Records for the task:
________________________________________

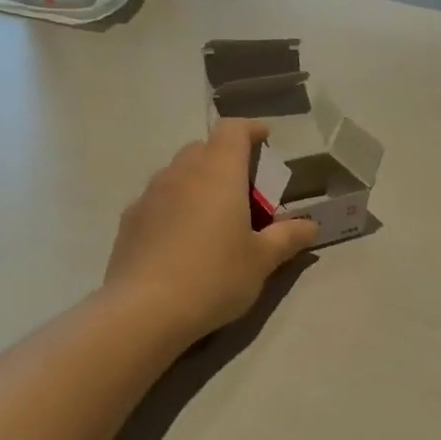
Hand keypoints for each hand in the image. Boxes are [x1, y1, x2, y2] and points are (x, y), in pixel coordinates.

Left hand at [105, 120, 317, 341]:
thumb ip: (288, 237)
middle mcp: (180, 173)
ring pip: (177, 174)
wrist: (145, 310)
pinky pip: (157, 201)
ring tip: (212, 218)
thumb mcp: (261, 261)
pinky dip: (174, 208)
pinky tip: (181, 241)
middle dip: (225, 160)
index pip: (233, 129)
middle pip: (203, 149)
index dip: (251, 130)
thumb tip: (311, 225)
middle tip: (243, 192)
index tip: (265, 141)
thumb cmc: (214, 277)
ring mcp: (149, 195)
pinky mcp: (129, 221)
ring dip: (197, 184)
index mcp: (218, 172)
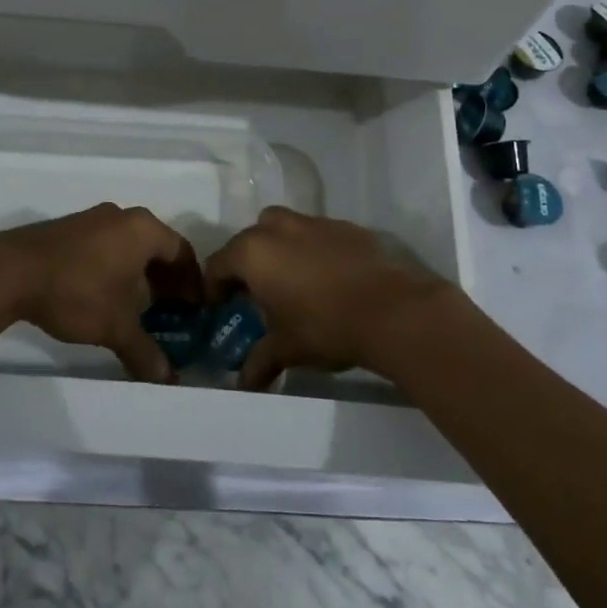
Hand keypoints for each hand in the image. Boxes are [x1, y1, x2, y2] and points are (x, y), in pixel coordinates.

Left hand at [0, 204, 197, 382]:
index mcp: (144, 229)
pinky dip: (115, 269)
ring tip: (138, 309)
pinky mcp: (68, 229)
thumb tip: (168, 380)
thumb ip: (145, 352)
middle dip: (166, 280)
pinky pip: (106, 246)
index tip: (195, 309)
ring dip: (139, 275)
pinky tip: (105, 296)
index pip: (183, 252)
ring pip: (129, 246)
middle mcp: (122, 216)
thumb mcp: (116, 326)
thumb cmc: (77, 291)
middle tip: (171, 312)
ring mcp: (92, 219)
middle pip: (157, 247)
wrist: (10, 272)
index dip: (192, 282)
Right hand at [204, 208, 453, 389]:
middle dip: (247, 264)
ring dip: (278, 249)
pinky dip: (312, 249)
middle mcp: (278, 228)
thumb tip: (244, 385)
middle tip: (255, 293)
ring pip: (282, 228)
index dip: (215, 287)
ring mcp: (313, 222)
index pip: (218, 264)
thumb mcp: (287, 348)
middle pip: (248, 240)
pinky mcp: (345, 226)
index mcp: (253, 253)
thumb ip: (260, 361)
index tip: (221, 307)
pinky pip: (316, 233)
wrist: (391, 310)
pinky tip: (327, 277)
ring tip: (292, 281)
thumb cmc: (325, 327)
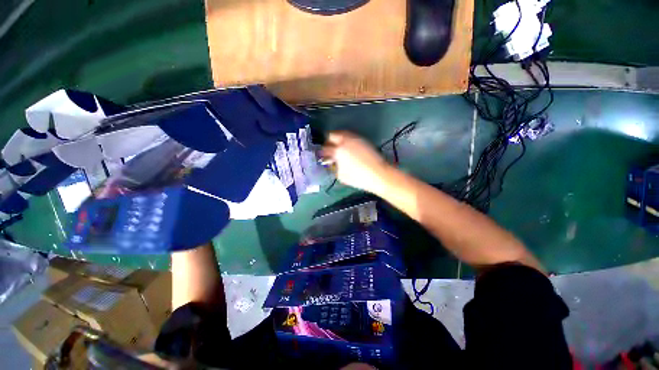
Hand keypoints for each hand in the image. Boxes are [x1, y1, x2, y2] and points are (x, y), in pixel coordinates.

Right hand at [321, 131, 391, 193]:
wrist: (378, 174)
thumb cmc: (358, 178)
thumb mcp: (341, 176)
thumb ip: (334, 167)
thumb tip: (332, 162)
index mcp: (338, 151)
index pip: (325, 148)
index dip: (322, 152)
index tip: (322, 156)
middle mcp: (345, 141)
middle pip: (332, 135)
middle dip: (328, 142)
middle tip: (329, 149)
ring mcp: (355, 138)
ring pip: (342, 133)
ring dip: (337, 139)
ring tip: (339, 148)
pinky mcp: (363, 139)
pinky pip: (350, 136)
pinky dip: (346, 140)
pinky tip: (348, 148)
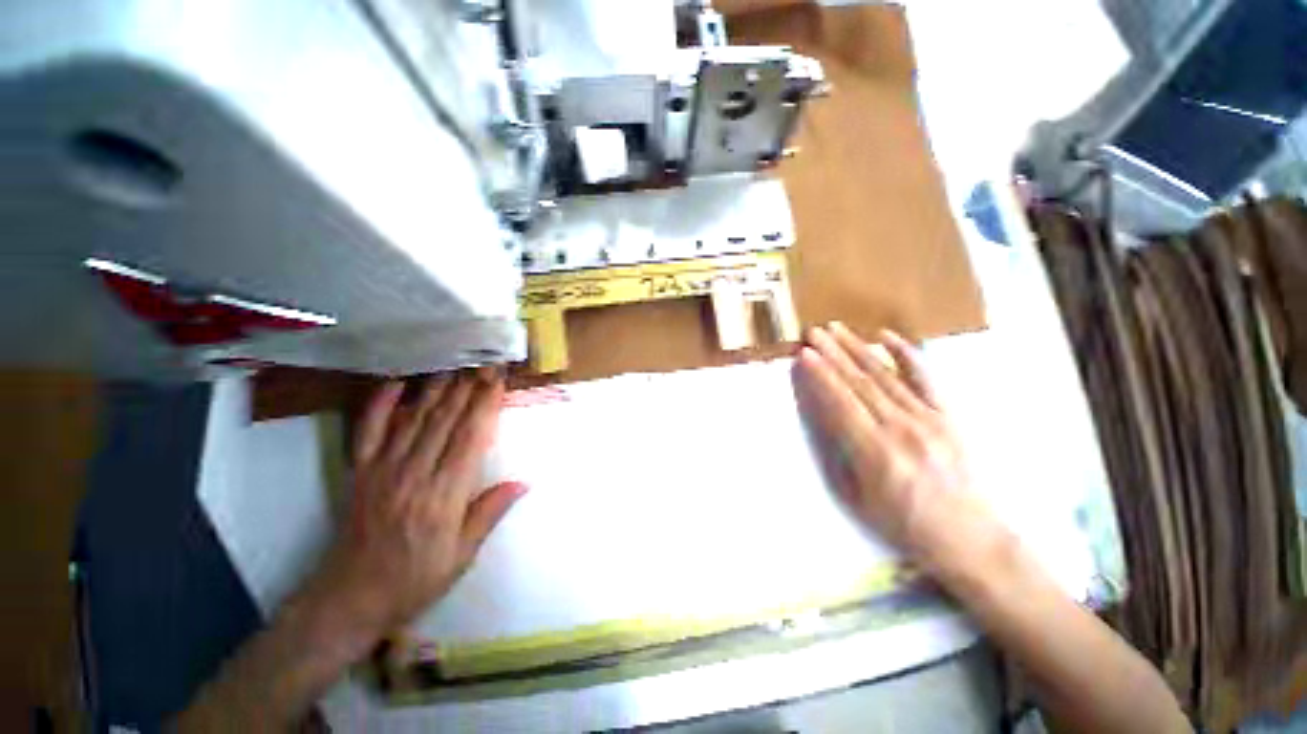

________________________________________

Your task: No pictures belong in the copy. Retype exactly, and only, the lines from the line containing "index tip: (322, 156)" through the last line of the data, both included.

The completed task:
index tip: (322, 156)
middle mcp: (345, 141)
middle pip: (332, 135)
middle dip: (328, 142)
middle tip: (329, 149)
ring mcp: (355, 138)
ring pip: (342, 133)
ring dip: (337, 139)
ring tip: (339, 148)
pinky mcp: (363, 139)
pinky pip: (350, 136)
pinky dip: (346, 140)
pinky tip: (348, 148)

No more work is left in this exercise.